The other day I drove into the city to see a friend. She’s caring for her father who had a stroke, and she rarely leaves the house unless it’s for his medical appointments or to grocery shop. So, when I can, I drive from Ventura, where I live into Los Angeles. I leave at 6am to avoid traffic and yet, there is always traffic. “WHERE THE FUCK ARE WE ALL GOING?” I say when I find myself knee deep in 6 lanes of traffic on the 101, my GPS telling me it’s going to take me 36 minutes to go 6.3 miles. The answer is always the same. We’re all going where we think we have to go. Eventually I reach my exit, make a right onto Western, and see something I’ve never seen before. It’s 7:40 in the morning. The sun is out. Kids are walking to school. I do a double take. A pair of sex workers, one completely topless, are talking to a car full of men who have stopped and are now blocking traffic. I’m stopped at a light, staring at one of the sex worker’s asses. It’s a normal ass. In pink see-through tights with her black thong showing. She has a bikini top on. The other woman, on the other side of the car has on a short black skirt and legit no top on. Just free tits-ing it on this early Monday morning. The women are laughing. The men look nervous, their windows only rolled down about 5 inches. And although they are causing a backup, no one honks. No one says anything. Everyone just waits. Except the kids who are walking to school. They use the hold up as a chance to cross against the light. The littler ones, who walk with their moms, keep their heads down, following the examples of their elders.
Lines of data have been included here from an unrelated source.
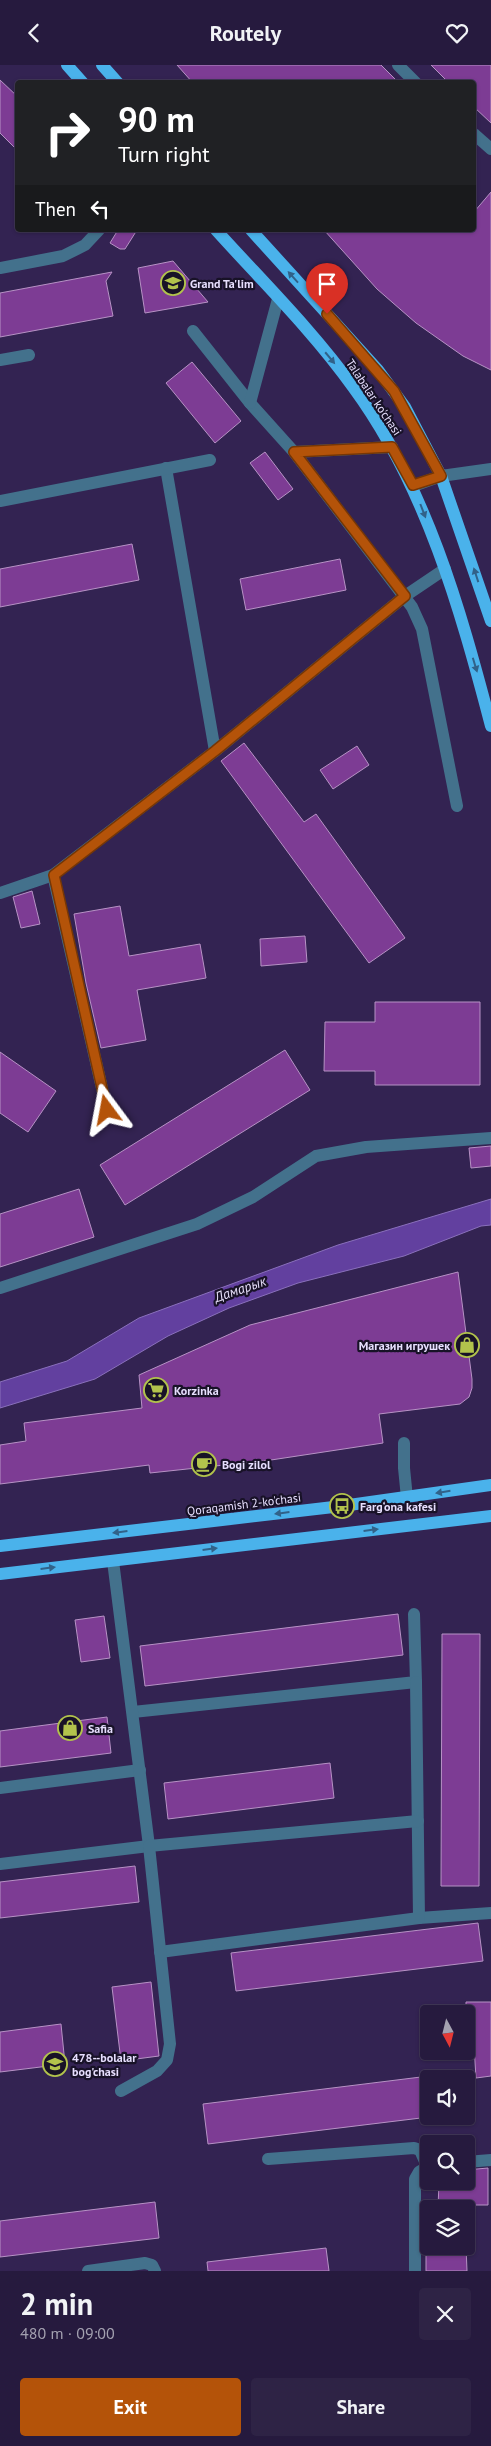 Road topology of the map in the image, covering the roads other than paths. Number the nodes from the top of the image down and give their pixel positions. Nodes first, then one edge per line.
1 (67, 65) edge
2 (102, 65) edge
3 (398, 65) edge
4 (80, 80) edge
5 (115, 80) edge
6 (413, 80) edge
7 (476, 137) edge
8 (491, 149) edge
9 (97, 232) edge
10 (218, 232) edge
11 (253, 232) edge
12 (0, 268) edge
13 (278, 299) junction
14 (193, 331) dead end
15 (29, 355) dead end
16 (0, 360) edge
17 (250, 403) junction
18 (392, 447) junction
19 (294, 452) junction
20 (210, 460) dead end
21 (166, 468) junction
22 (491, 469) edge
23 (441, 476) junction
24 (413, 485) junction
25 (0, 501) edge
26 (445, 569) junction
27 (405, 596) junction
28 (491, 621) edge
29 (491, 726) edge
30 (215, 751) junction
31 (457, 807) dead end
32 (54, 875) junction
33 (0, 893) edge
34 (107, 1110) dead end
35 (491, 1138) edge
36 (0, 1288) edge
37 (404, 1443) dead end
38 (491, 1485) edge
39 (407, 1498) junction
40 (491, 1516) edge
41 (0, 1546) edge
42 (113, 1561) junction
43 (0, 1574) edge
44 (414, 1614) dead end
45 (416, 1682) junction
46 (133, 1712) junction
47 (140, 1771) junction
48 (0, 1788) edge
49 (418, 1821) junction
50 (149, 1846) junction
51 (0, 1864) edge
52 (491, 1913) edge
53 (419, 1918) junction
54 (160, 1952) junction
55 (121, 2091) dead end
56 (420, 2150) edge
57 (268, 2159) dead end
58 (491, 2160) edge
59 (475, 2161) edge
60 (420, 2171) edge
61 (88, 2271) edge
62 (156, 2271) edge
63 (415, 2271) edge

1 - 4 main road
2 - 5 main road
3 - 6 street
7 - 8 street
9 - 12 street
10 - 13 main road, Talabalar ko'chasi
23 -> 11 main road, Talabalar ko'chasi
13 - 17 street
13 -> 18 main road, Talabalar ko'chasi
14 - 17 street
15 - 16 street
17 - 19 street
18 - 19 street
18 - 24 main road, Talabalar ko'chasi
19 - 27 street
20 - 21 street
21 - 25 street
21 - 30 street
22 - 23 street
23 - 24 street
28 -> 23 main road, Talabalar ko'chasi
24 -> 26 main road, Talabalar ko'chasi
26 - 27 street
26 -> 29 main road, Talabalar ko'chasi
27 - 30 street
27 - 31 street
30 - 32 street
32 - 33 street
32 - 34 street
35 - 36 street
37 - 39 street
38 -> 39 main road, Qoraqamish 2-ko'chasi
39 -> 41 main road, Qoraqamish 2-ko'chasi
42 -> 40 main road
43 -> 42 main road
42 - 46 street
44 - 45 street
45 - 46 street
45 - 49 street
46 - 47 street
47 - 48 street
47 - 50 street
49 - 50 street
49 - 53 street
50 - 51 street
50 - 54 street
52 - 53 street
53 - 54 street
54 - 55 street
56 - 57 street
58 - 59 street
60 - 63 street
61 - 62 street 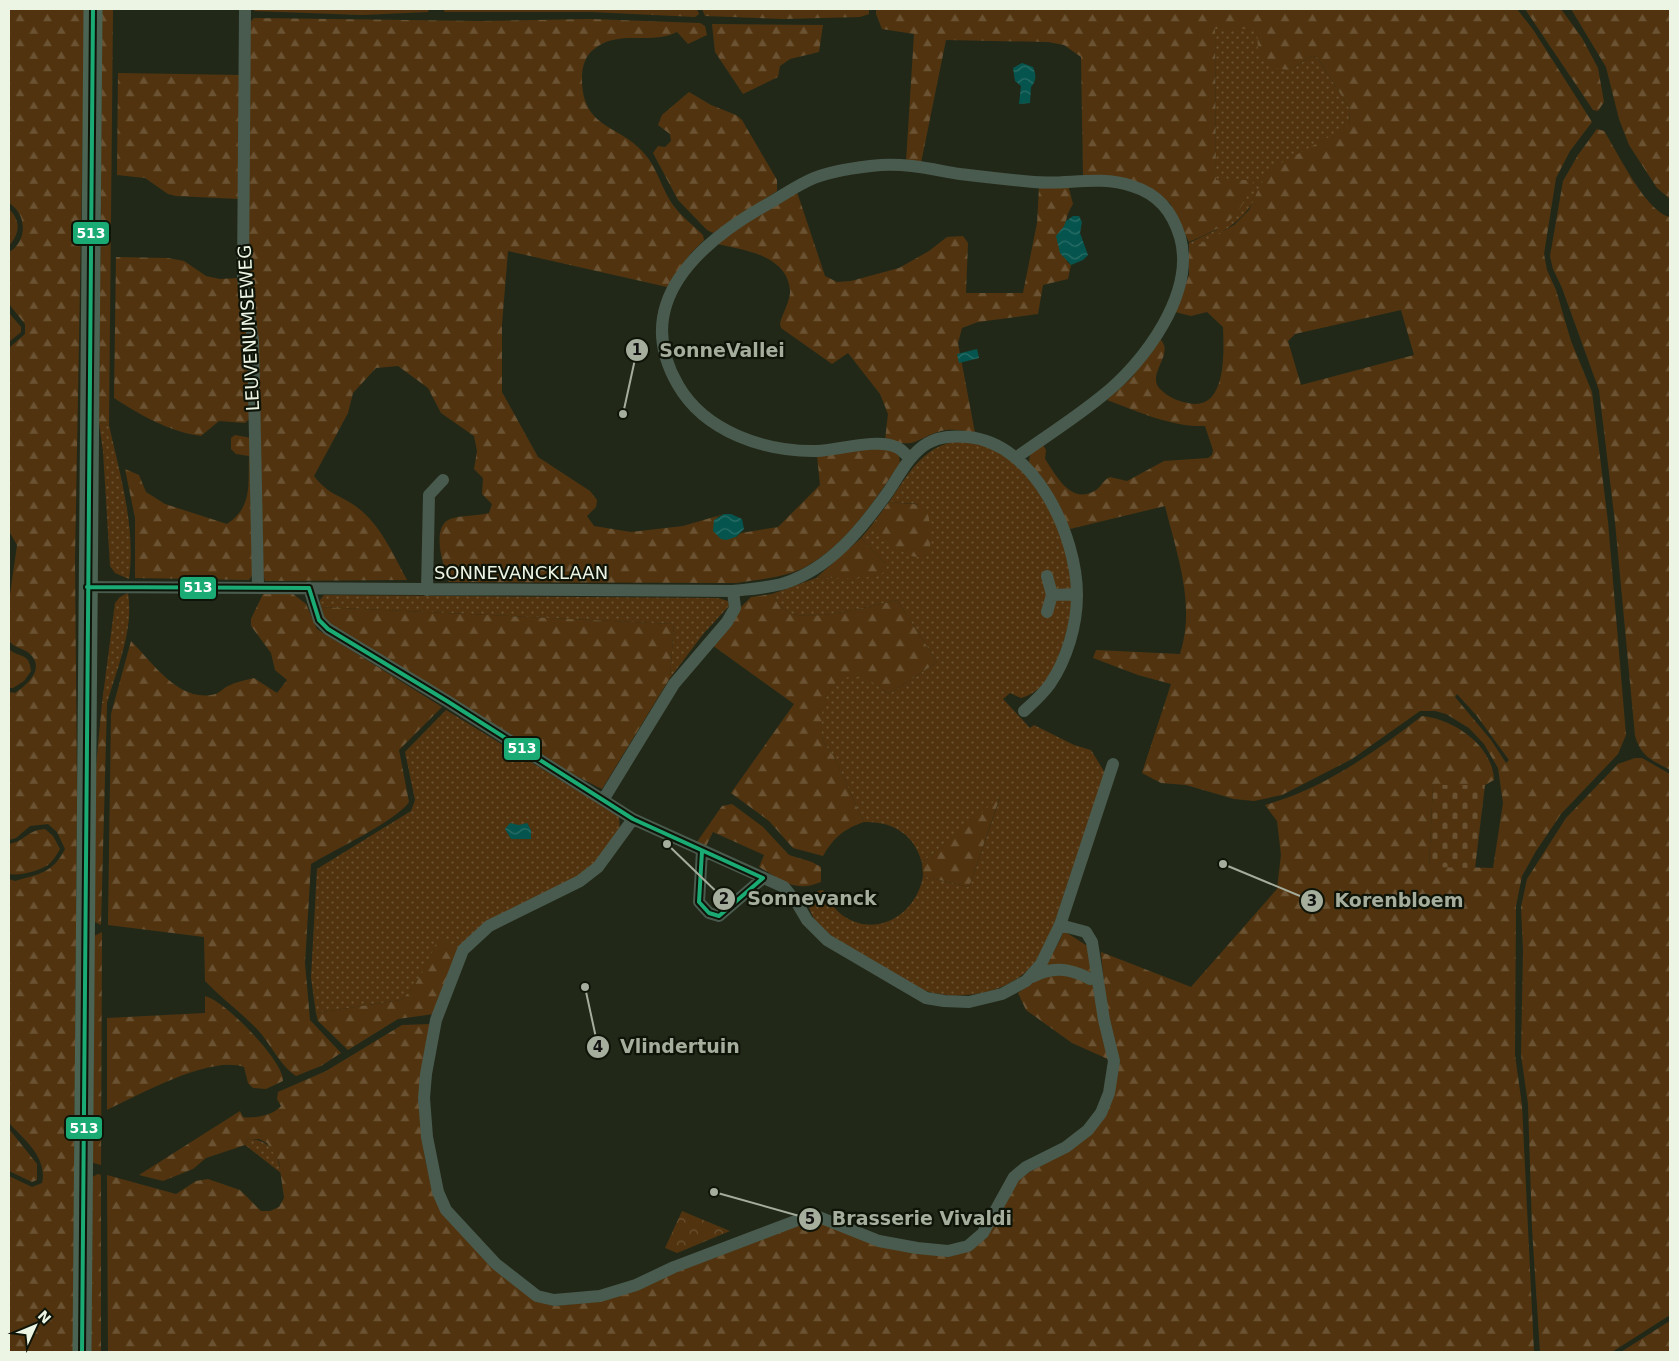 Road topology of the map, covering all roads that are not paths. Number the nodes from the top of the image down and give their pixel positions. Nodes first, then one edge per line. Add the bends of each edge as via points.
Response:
1 (93, 9) edge
2 (245, 9) edge
3 (1017, 457) junction
4 (910, 459) junction
5 (443, 480) dead end
6 (1047, 576) dead end
7 (87, 586) junction
8 (258, 586) junction
9 (309, 588) junction
10 (427, 590) junction
11 (733, 591) junction
12 (1077, 594) junction
13 (1052, 595) junction
14 (1047, 612) dead end
15 (1024, 711) dead end
16 (1113, 764) dead end
17 (603, 800) junction
18 (633, 819) junction
19 (702, 851) junction
20 (764, 878) junction
21 (1060, 925) junction
22 (1090, 979) dead end
23 (1026, 981) junction
24 (82, 1352) edge

1 - 7 main road
2 - 8 street, LEUVENUMSEWEG via 243,278 253,340
3 - 4 street, SONNEVANCKLAAN via 989,441 956,436 927,444
3 - 4 street via 1103,396 1126,374 1156,335 1174,300 1183,273 1182,247 1166,207 1143,190 1107,181 1082,179 1038,183 884,164 817,177 746,216 712,240 680,276 672,288 662,318 667,358 678,385 692,405 732,434 760,445 815,451 882,444 894,446
3 - 12 street, SONNEVANCKLAAN via 1047,495 1059,520 1072,556
4 - 11 street, SONNEVANCKLAAN via 856,534 811,572 783,584
5 - 10 street via 429,495
6 - 13 street
7 - 8 street, SONNEVANCKLAAN
7 - 24 main road
8 - 9 street, SONNEVANCKLAAN
9 - 10 street, SONNEVANCKLAAN
9 - 17 street via 319,620 328,629
10 - 11 street, SONNEVANCKLAAN
11 - 17 street via 735,608 727,622 674,684
12 - 13 street
12 - 15 street, SONNEVANCKLAAN via 1071,638 1062,662 1050,685
13 - 14 street
16 - 21 street
17 - 18 street
18 - 19 street
18 - 21 street via 598,867 580,881 488,926 463,950 436,1020 430,1046 424,1098 430,1161 442,1201 446,1210 496,1264 537,1296 554,1300 600,1296 636,1285 674,1267 806,1217 819,1217 879,1241 917,1248 948,1251 968,1246 984,1234 1014,1177 1026,1167 1066,1147 1088,1130 1101,1112 1108,1093 1114,1061 1092,942 1086,932
19 - 20 street
19 - 20 street via 699,902 709,913 719,916
20 - 23 street via 784,887 806,920 827,940 926,998 969,1002 1002,994
21 - 23 street via 1041,964
22 - 23 street via 1074,972 1053,969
The older kids, walking in pairs, sneak glances, and snicker to each other. Here’s what I notice most about the whole scene. All of us appear obviously nervous except the sex works. I catch a glimpse of myself in my rearview mirror. If my eyes were talking, they would say, “ This is not safe, no one is in control, we’re all in danger.”


But the sex workers? They’re laughing. Like full on laughing at something. And shouting to each ther from across the hood of the 2002 dented Toyota Corolla. And then more laughing. They don’t look scared. At all. They look almost bored. If they weren’t standing on Western, you could totally plop them in a high school hallway somewhere, in front of their lockers, dawdling after the bell has rung. Laughing and shouting. Lingering. It would be a completely normal scene. It hit me that the two women probably can’t afford to be afraid. And they most def cannot afford to show it. It would mean death. They are laughing to survive. Which reminded me of that movie, Gangs of New York. I was struck by several things in that movie, HOW FILTHY EVERYTHING WAS ALL THE TIME, HOW EVERYONE JUST CONTINUALLY HAD TO ADAPT TO NEW LEVELS OF AWFUL WITHOUT SHOWING A SMIDGE OF FEAR, BECAUSE FEAR MEANT CERTAIN DEATH. Imagine, everything around you is covered in grime, blood and the unbelievable stink of human depravity and desperation. And on top of that, you have to pretend to be brave or you’re gonna get raped, murdered or at the very least robbed and humiliated by scumbags on your way to your job at the stockyards where you slit the throats of baby cows, if you’re lucky enough to even have a job. Jesus. Fucking. Christ.


My light changed. I rolled on. I looked back. The Corolla had now pulled off to the side. The sex workers were still laughing, their heads thrown back. The topless woman had a long dreads that danced around her face as she laughed. In that moment, she looked like a modern Medusa. And as I turned down my friend’s street, I caught myself thinking, “I hope she turns us all to stone.”